# [Records supplied]
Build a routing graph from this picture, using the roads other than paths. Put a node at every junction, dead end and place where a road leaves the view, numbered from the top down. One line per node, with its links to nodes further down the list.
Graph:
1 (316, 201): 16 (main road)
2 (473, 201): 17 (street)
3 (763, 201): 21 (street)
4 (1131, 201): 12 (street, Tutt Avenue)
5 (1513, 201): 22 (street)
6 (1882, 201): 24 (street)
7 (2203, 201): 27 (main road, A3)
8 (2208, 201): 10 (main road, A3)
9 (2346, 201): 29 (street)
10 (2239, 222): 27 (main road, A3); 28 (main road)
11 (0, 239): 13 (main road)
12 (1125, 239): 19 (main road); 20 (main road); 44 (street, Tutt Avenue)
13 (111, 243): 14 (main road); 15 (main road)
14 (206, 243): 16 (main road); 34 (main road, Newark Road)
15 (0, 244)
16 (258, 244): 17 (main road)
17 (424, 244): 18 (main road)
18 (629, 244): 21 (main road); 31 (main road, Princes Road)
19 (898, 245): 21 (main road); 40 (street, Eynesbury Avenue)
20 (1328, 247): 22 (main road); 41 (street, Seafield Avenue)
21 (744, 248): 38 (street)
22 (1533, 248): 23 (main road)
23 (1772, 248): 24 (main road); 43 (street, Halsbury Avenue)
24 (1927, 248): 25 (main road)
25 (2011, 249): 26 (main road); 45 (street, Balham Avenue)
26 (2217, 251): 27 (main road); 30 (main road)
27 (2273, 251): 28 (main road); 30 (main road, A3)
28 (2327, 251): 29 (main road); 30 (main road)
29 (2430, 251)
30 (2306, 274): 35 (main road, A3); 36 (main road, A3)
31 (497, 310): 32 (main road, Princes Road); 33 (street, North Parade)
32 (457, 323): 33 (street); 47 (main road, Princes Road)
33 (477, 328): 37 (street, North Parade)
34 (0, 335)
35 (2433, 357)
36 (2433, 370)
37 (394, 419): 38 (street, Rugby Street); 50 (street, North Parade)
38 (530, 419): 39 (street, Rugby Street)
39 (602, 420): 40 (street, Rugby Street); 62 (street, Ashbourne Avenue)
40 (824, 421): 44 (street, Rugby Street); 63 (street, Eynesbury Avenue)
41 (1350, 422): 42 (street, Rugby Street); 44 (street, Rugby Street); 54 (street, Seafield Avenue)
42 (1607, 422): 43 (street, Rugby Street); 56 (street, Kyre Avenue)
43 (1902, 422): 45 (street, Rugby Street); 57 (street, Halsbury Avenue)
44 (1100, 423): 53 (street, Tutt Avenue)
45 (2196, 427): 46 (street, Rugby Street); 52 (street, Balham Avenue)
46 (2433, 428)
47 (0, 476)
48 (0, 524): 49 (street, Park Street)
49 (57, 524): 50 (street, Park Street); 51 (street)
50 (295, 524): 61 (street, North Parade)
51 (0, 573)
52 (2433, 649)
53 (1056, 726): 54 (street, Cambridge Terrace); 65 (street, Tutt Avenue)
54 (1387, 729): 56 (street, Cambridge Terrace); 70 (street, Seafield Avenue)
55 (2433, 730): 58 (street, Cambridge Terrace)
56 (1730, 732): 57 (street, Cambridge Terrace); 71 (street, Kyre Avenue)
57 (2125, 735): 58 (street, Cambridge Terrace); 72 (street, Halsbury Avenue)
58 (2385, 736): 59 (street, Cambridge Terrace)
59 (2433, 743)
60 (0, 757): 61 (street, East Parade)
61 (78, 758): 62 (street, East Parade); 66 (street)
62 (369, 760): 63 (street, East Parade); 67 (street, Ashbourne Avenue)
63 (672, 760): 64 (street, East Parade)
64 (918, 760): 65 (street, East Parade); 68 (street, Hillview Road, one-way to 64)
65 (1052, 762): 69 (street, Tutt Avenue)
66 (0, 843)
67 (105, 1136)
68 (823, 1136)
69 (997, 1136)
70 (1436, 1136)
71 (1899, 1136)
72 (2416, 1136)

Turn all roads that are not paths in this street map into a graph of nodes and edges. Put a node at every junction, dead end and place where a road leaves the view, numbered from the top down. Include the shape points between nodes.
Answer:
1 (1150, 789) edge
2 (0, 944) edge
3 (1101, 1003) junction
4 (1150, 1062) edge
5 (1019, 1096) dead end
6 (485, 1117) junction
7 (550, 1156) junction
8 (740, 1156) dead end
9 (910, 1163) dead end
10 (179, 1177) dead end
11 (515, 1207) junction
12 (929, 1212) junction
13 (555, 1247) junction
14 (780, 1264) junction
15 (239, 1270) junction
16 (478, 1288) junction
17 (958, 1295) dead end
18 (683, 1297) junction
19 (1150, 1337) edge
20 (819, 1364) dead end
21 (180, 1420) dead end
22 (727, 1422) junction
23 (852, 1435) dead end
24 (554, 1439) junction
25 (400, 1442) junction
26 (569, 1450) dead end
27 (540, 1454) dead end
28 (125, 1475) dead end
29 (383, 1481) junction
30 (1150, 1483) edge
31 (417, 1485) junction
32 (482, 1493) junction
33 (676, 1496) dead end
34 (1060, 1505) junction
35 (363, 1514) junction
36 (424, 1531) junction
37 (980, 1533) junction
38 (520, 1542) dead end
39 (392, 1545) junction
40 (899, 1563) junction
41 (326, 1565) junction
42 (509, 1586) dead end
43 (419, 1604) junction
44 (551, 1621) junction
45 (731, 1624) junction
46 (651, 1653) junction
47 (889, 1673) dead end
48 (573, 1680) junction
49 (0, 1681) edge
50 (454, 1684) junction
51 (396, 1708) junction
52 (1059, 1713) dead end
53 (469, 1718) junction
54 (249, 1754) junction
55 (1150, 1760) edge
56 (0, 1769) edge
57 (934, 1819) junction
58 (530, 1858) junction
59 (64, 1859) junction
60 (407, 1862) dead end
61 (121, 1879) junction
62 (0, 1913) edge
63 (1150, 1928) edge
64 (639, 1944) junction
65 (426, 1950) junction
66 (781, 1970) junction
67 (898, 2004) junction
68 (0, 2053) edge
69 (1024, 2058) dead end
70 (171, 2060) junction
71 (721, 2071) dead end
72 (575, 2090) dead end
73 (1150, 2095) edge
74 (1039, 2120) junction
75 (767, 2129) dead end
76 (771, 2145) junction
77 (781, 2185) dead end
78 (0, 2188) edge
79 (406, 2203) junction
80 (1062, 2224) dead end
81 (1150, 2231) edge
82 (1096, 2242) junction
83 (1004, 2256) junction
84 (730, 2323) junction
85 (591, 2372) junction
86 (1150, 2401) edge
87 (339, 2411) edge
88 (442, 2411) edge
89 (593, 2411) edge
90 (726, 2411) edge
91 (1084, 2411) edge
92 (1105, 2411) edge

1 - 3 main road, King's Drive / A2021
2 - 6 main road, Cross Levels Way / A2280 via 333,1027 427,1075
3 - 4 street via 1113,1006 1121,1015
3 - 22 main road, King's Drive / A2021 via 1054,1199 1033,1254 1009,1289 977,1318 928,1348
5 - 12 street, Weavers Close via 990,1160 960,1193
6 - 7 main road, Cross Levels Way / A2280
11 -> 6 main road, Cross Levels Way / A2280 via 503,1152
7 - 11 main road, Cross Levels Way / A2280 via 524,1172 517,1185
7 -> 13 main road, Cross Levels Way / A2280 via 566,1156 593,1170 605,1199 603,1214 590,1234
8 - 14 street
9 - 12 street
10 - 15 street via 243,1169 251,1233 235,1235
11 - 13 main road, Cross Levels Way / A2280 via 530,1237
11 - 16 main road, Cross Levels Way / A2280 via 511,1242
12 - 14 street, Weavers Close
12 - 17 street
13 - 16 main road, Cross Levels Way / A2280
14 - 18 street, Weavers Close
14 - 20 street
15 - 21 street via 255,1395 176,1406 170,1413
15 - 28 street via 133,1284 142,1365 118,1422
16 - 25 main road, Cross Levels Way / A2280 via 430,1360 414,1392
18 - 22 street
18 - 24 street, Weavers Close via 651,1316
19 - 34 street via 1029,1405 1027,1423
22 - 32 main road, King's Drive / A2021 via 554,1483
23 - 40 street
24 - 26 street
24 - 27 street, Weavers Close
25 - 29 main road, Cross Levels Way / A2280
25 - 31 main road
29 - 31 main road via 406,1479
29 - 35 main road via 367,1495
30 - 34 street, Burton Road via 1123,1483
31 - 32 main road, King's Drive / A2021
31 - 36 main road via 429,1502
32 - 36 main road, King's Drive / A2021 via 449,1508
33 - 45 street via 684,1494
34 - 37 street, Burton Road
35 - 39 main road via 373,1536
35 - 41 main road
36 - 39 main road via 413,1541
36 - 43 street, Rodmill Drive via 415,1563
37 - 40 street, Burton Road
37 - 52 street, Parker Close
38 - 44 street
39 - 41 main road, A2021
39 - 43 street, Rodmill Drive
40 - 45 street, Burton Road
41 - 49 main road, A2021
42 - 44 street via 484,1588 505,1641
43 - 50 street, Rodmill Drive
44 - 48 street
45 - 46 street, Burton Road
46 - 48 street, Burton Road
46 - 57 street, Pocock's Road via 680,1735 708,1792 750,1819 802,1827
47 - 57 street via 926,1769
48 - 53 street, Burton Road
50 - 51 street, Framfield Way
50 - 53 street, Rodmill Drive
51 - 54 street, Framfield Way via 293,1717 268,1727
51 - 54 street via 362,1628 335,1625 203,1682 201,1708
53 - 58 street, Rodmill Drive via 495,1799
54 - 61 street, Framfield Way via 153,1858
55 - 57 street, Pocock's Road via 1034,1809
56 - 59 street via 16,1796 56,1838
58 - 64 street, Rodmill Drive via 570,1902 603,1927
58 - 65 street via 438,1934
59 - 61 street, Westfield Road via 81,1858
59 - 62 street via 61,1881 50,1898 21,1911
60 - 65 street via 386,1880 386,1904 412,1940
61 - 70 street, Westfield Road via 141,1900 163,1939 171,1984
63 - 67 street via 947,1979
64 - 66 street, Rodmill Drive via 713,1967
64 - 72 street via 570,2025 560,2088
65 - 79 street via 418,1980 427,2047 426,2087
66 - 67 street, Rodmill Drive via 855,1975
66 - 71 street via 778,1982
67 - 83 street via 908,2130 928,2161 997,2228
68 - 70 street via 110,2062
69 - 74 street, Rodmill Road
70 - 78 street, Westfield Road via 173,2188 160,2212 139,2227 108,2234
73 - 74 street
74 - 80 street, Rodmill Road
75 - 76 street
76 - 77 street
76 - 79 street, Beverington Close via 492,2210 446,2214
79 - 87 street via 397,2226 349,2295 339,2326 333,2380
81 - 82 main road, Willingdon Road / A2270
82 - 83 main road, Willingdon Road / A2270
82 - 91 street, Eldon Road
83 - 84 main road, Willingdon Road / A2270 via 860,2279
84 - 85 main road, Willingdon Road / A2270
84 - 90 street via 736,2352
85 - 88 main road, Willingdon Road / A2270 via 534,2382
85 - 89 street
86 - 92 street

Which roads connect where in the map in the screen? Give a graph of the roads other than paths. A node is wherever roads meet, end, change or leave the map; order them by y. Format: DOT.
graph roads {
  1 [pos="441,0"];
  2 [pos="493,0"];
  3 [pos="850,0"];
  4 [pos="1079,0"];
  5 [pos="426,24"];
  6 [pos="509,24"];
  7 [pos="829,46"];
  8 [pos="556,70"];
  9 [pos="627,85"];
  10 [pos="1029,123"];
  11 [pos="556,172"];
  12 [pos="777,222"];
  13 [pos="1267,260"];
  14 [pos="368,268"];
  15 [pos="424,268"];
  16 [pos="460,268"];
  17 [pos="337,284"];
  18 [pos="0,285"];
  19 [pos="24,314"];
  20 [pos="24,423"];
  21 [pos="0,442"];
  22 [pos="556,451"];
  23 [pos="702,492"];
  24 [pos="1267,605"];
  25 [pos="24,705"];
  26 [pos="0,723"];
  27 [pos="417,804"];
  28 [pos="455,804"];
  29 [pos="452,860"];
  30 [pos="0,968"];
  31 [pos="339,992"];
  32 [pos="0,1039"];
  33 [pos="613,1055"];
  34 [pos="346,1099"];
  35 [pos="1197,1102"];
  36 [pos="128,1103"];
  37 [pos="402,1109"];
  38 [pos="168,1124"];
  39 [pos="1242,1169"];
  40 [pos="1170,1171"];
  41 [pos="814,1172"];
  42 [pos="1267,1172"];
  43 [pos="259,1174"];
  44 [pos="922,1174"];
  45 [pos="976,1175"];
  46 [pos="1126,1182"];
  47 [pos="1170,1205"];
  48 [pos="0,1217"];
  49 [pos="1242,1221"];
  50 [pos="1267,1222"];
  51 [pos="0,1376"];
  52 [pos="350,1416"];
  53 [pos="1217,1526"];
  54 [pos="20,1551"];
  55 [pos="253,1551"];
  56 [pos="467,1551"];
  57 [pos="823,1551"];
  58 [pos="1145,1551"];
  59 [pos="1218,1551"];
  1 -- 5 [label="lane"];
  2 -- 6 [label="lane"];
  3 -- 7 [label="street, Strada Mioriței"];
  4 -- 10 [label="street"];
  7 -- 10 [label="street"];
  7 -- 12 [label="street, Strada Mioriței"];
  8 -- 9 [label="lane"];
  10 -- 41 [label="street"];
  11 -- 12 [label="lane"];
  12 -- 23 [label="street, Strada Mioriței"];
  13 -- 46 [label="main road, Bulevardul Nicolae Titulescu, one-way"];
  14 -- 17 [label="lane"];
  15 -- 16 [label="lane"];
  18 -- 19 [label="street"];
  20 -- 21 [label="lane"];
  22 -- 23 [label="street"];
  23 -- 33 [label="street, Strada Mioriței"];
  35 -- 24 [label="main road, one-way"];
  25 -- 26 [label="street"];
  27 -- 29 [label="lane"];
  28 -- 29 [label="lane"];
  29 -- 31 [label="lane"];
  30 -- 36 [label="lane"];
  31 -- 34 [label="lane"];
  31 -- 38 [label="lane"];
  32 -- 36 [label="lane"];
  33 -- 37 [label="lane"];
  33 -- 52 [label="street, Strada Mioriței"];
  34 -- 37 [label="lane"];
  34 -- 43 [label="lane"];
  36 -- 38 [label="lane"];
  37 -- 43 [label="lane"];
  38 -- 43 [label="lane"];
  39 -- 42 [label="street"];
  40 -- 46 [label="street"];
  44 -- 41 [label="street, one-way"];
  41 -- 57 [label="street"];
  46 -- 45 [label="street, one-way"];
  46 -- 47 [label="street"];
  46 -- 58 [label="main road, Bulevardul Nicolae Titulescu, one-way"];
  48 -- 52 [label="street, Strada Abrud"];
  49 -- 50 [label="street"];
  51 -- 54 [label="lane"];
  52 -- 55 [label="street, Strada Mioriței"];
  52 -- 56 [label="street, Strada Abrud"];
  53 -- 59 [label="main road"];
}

# [What is required]
For the string "North", show each line of the listing where it appears.

# [Problem solution]
31 (497, 310): 32 (main road, Princes Road); 33 (street, North Parade)
33 (477, 328): 37 (street, North Parade)
37 (394, 419): 38 (street, Rugby Street); 50 (street, North Parade)
50 (295, 524): 61 (street, North Parade)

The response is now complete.